Require or disallow assignment operator shorthand where possible

πŸ”§ Fixable

Some problems reported by this rule are automatically fixable by the --fix command line option

JavaScript provides shorthand operators that combine variable assignment and some simple mathematical operations. For example, x = x + 4 can be shortened to x += 4. The supported shorthand forms are as follows:

 Shorthand | Separate
-----------|------------
x += y | x = x + y
x -= y | x = x - y
x *= y | x = x * y
x /= y | x = x / y
x %= y | x = x % y
x **= y | x = x ** y
x <<= y | x = x << y
x >>= y | x = x >> y
x >>>= y | x = x >>> y
x &= y | x = x & y
x ^= y | x = x ^ y
x |= y | x = x | y

Rule Details

This rule requires or disallows assignment operator shorthand where possible.
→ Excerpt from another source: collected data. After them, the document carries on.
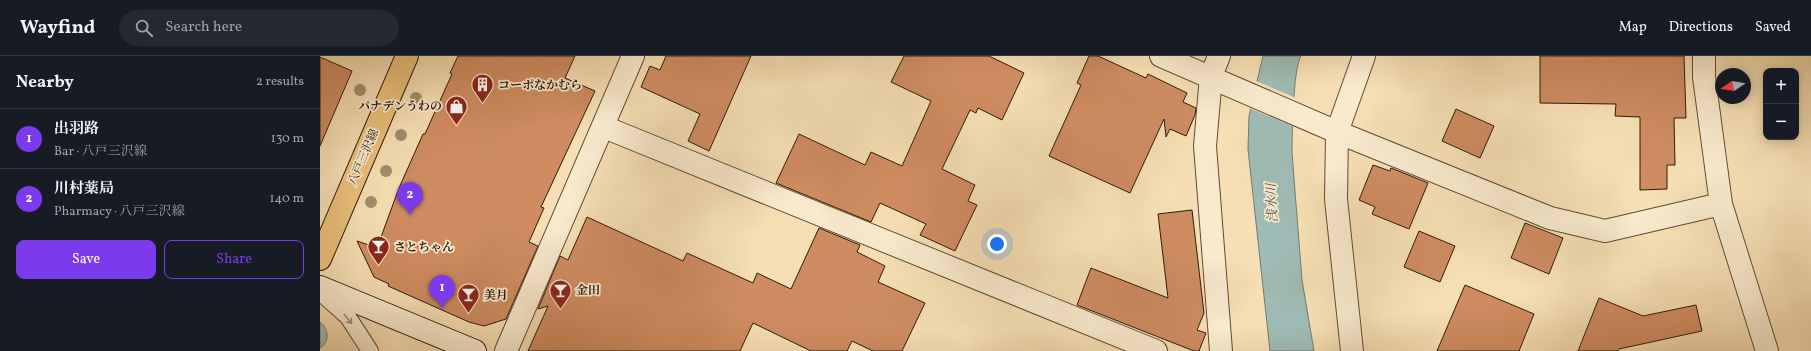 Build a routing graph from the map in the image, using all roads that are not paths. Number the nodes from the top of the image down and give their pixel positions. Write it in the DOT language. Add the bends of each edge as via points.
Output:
graph roads {
  1 [pos="407,56"];
  2 [pos="633,56"];
  3 [pos="1161,56"];
  4 [pos="1219,56"];
  5 [pos="1364,56"];
  6 [pos="1704,56"];
  7 [pos="1211,76"];
  8 [pos="604,127"];
  9 [pos="1330,128"];
  10 [pos="1721,204"];
  11 [pos="320,258"];
  12 [pos="320,287"];
  13 [pos="320,292"];
  14 [pos="370,351"];
  15 [pos="475,351"];
  16 [pos="506,351"];
  17 [pos="1156,351"];
  18 [pos="1221,351"];
  19 [pos="1352,351"];
  20 [pos="1767,351"];
  1 -- 11 [label="main road, 八戸三沢線"];
  2 -- 8 [label="street"];
  3 -- 7 [label="street"];
  4 -- 7 [label="street"];
  5 -- 9 [label="street"];
  6 -- 10 [label="street" via="1704,77"];
  7 -- 9 [label="street"];
  7 -- 18 [label="street" via="1205,146"];
  8 -- 16 [label="street"];
  8 -- 17 [label="street"];
  9 -- 10 [label="street" via="1550,218 1605,231"];
  9 -- 19 [label="street"];
  10 -- 20 [label="street"];
  12 -- 15 [label="street"];
  13 -- 14 [label="lane, one-way" via="348,317"];
} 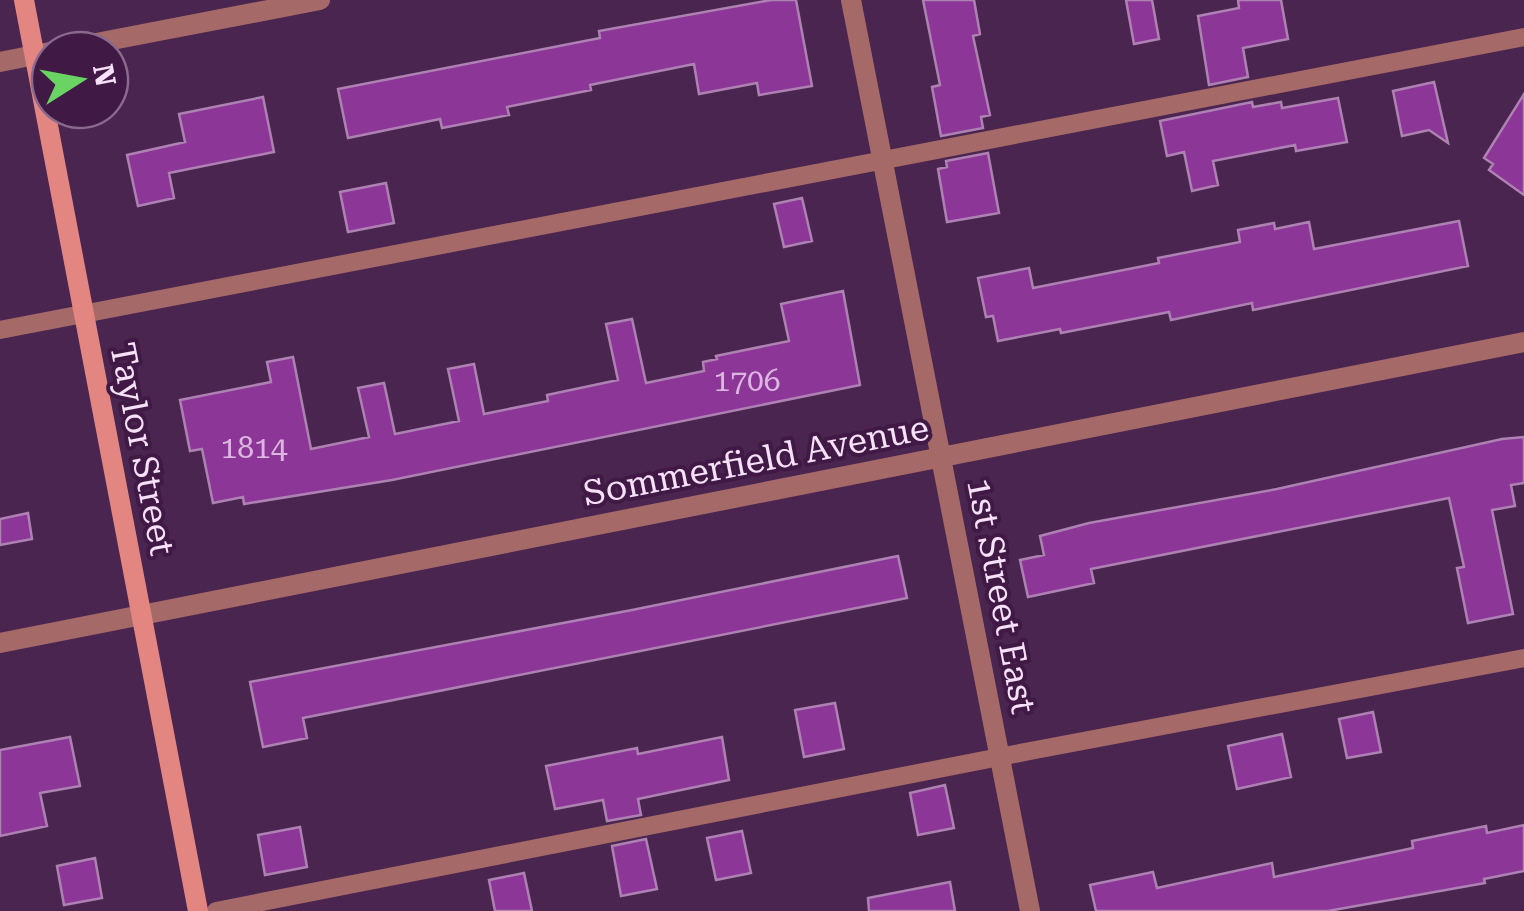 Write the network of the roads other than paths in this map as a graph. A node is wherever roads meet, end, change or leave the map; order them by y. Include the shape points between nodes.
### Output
1 (24, 0) edge
2 (320, 0) edge
3 (851, 0) edge
4 (33, 30) edge
5 (130, 37) edge
6 (1524, 37) edge
7 (30, 56) edge
8 (0, 62) edge
9 (53, 130) edge
10 (882, 159) junction
11 (82, 314) junction
12 (0, 330) edge
13 (1524, 342) edge
14 (941, 458) junction
15 (143, 614) junction
16 (0, 643) edge
17 (1524, 658) edge
18 (1000, 756) junction
19 (198, 911) edge
20 (216, 911) edge
21 (1030, 911) edge

1 - 4 main road, Taylor Street
2 - 5 street
3 - 10 street, 1st Street East
6 - 10 lane
7 - 8 street
9 - 11 main road, Taylor Street
10 - 11 lane
10 - 14 street, 1st Street East
11 - 12 lane
11 - 15 main road, Taylor Street
13 - 14 street, Sommerfield Avenue
14 - 15 street, Sommerfield Avenue
14 - 18 street, 1st Street East
15 - 16 street, Sommerfield Avenue
15 - 19 main road, Taylor Street
17 - 18 lane
18 - 20 lane
18 - 21 street, 1st Street East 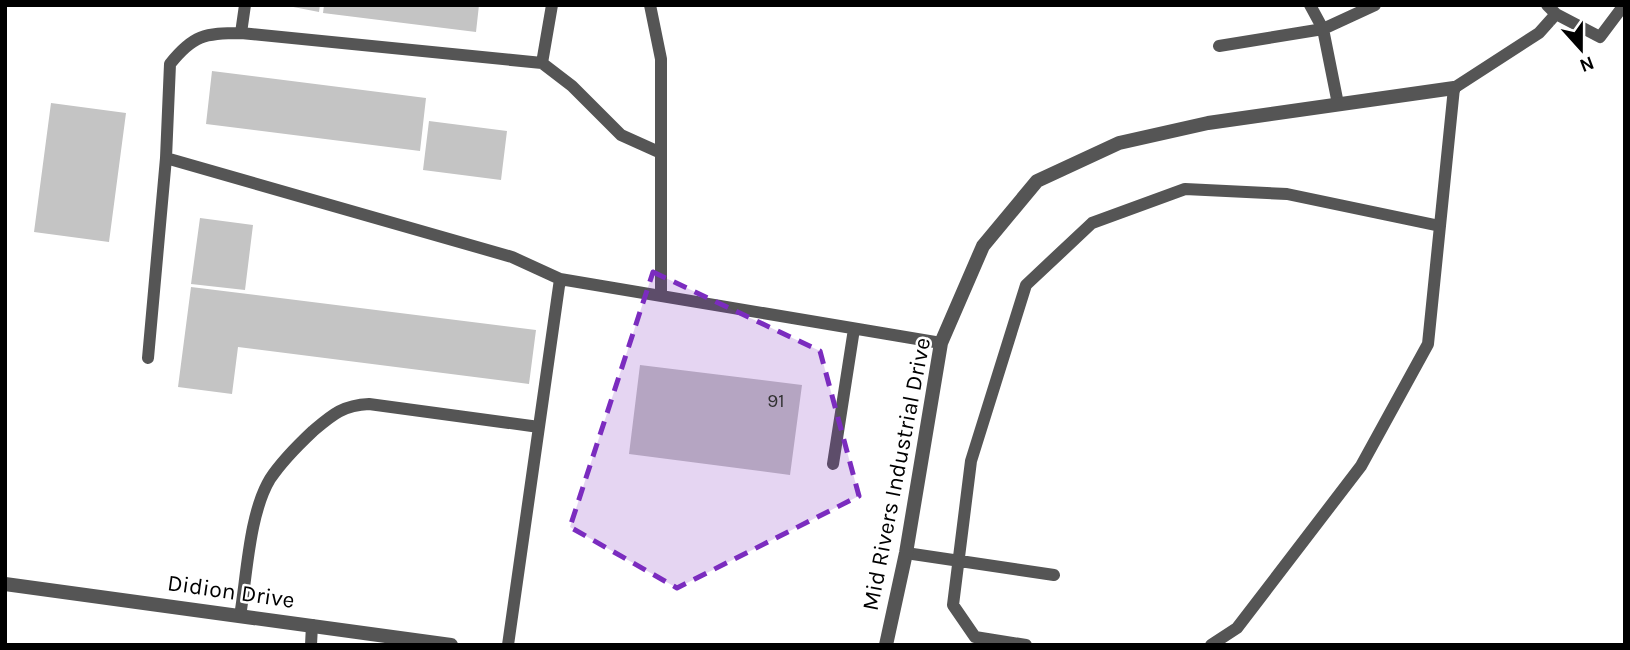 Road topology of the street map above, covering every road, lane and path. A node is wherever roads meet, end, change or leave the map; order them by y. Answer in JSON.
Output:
{"nodes":[{"id":1,"x":245,"y":5,"type":"edge"},
{"id":2,"x":552,"y":5,"type":"edge"},
{"id":3,"x":650,"y":5,"type":"edge"},
{"id":4,"x":1310,"y":5,"type":"edge"},
{"id":5,"x":1375,"y":5,"type":"edge"},
{"id":6,"x":1624,"y":5,"type":"edge"},
{"id":7,"x":1552,"y":10,"type":"edge"},
{"id":8,"x":1324,"y":29,"type":"junction"},
{"id":9,"x":241,"y":33,"type":"junction"},
{"id":10,"x":1219,"y":46,"type":"dead end"},
{"id":11,"x":542,"y":63,"type":"junction"},
{"id":12,"x":1454,"y":88,"type":"junction"},
{"id":13,"x":1338,"y":104,"type":"junction"},
{"id":14,"x":661,"y":153,"type":"junction"},
{"id":15,"x":166,"y":158,"type":"junction"},
{"id":16,"x":1440,"y":226,"type":"junction"},
{"id":17,"x":561,"y":279,"type":"junction"},
{"id":18,"x":661,"y":296,"type":"junction"},
{"id":19,"x":853,"y":328,"type":"junction"},
{"id":20,"x":941,"y":343,"type":"junction"},
{"id":21,"x":148,"y":358,"type":"dead end"},
{"id":22,"x":539,"y":427,"type":"junction"},
{"id":23,"x":833,"y":464,"type":"dead end"},
{"id":24,"x":906,"y":553,"type":"junction"},
{"id":25,"x":958,"y":560,"type":"junction"},
{"id":26,"x":1054,"y":575,"type":"dead end"},
{"id":27,"x":5,"y":584,"type":"edge"},
{"id":28,"x":240,"y":616,"type":"junction"},
{"id":29,"x":312,"y":625,"type":"junction"},
{"id":30,"x":311,"y":645,"type":"edge"},
{"id":31,"x":451,"y":645,"type":"edge"},
{"id":32,"x":508,"y":645,"type":"edge"},
{"id":33,"x":886,"y":645,"type":"edge"},
{"id":34,"x":1026,"y":645,"type":"edge"},
{"id":35,"x":1210,"y":645,"type":"edge"}],
"edges":[{"from":1,"to":9,"type":"lane"},
{"from":2,"to":11,"type":"lane"},
{"from":3,"to":14,"type":"lane"},
{"from":4,"to":8,"type":"lane"},
{"from":5,"to":8,"type":"lane"},
{"from":6,"to":7,"type":"lane"},
{"from":7,"to":12,"type":"lane"},
{"from":8,"to":10,"type":"lane"},
{"from":8,"to":13,"type":"lane"},
{"from":9,"to":11,"type":"lane"},
{"from":9,"to":15,"type":"lane"},
{"from":11,"to":14,"type":"lane"},
{"from":12,"to":13,"type":"street","name":"Mid Rivers Industrial Drive"},
{"from":12,"to":16,"type":"lane"},
{"from":13,"to":20,"type":"street","name":"Mid Rivers Industrial Drive"},
{"from":14,"to":18,"type":"lane"},
{"from":15,"to":17,"type":"lane"},
{"from":15,"to":21,"type":"lane"},
{"from":16,"to":25,"type":"lane"},
{"from":16,"to":35,"type":"lane"},
{"from":17,"to":18,"type":"lane"},
{"from":17,"to":22,"type":"lane"},
{"from":18,"to":19,"type":"lane"},
{"from":19,"to":20,"type":"lane"},
{"from":19,"to":23,"type":"lane"},
{"from":20,"to":24,"type":"street","name":"Mid Rivers Industrial Drive"},
{"from":22,"to":28,"type":"lane"},
{"from":22,"to":32,"type":"lane"},
{"from":24,"to":25,"type":"lane"},
{"from":24,"to":33,"type":"street","name":"Mid Rivers Industrial Drive"},
{"from":25,"to":26,"type":"lane"},
{"from":25,"to":34,"type":"lane"},
{"from":27,"to":28,"type":"street","name":"Didion Drive"},
{"from":28,"to":29,"type":"street","name":"Didion Drive"},
{"from":29,"to":30,"type":"lane"},
{"from":29,"to":31,"type":"street","name":"Didion Drive"}]}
The rule applies to the operators listed in the above table. It does not report the logical assignment operators &&=, ||=, and ??= because their short-circuiting behavior is different from the other assignment operators.

Options

This rule has a single string option:

  • "always" (default) requires assignment operator shorthand where possible
  • "never" disallows assignment operator shorthand

always

Examples of incorrect code for this rule with the default "always" option:

/*eslint operator-assignment: ["error", "always"]*/

x = x + y;
x = y * x;
x[0] = x[0] / y;
x.y = x.y << z;

Examples of correct code for this rule with the default "always" option:

/*eslint operator-assignment: ["error", "always"]*/

x = y;
x += y;
x = y * z;
x = (x * y) * z;
x[0] /= y;
x[foo()] = x[foo()] % 2;
x = y + x; // `+` is not always commutative (e.g. x = "abc")

never

Examples of incorrect code for this rule with the "never" option:

/*eslint operator-assignment: ["error", "never"]*/

x *= y;
x ^= (y + z) / foo();

Examples of correct code for this rule with the "never" option:

/*eslint operator-assignment: ["error", "never"]*/

x = x + y;
x.y = x.y / a.b;

When Not To Use It

Use of operator assignment shorthand is a stylistic choice. Leaving this rule turned off would allow developers to choose which style is more readable on a case-by-case basis.

Version

This rule was introduced in ESLint v0.10.0.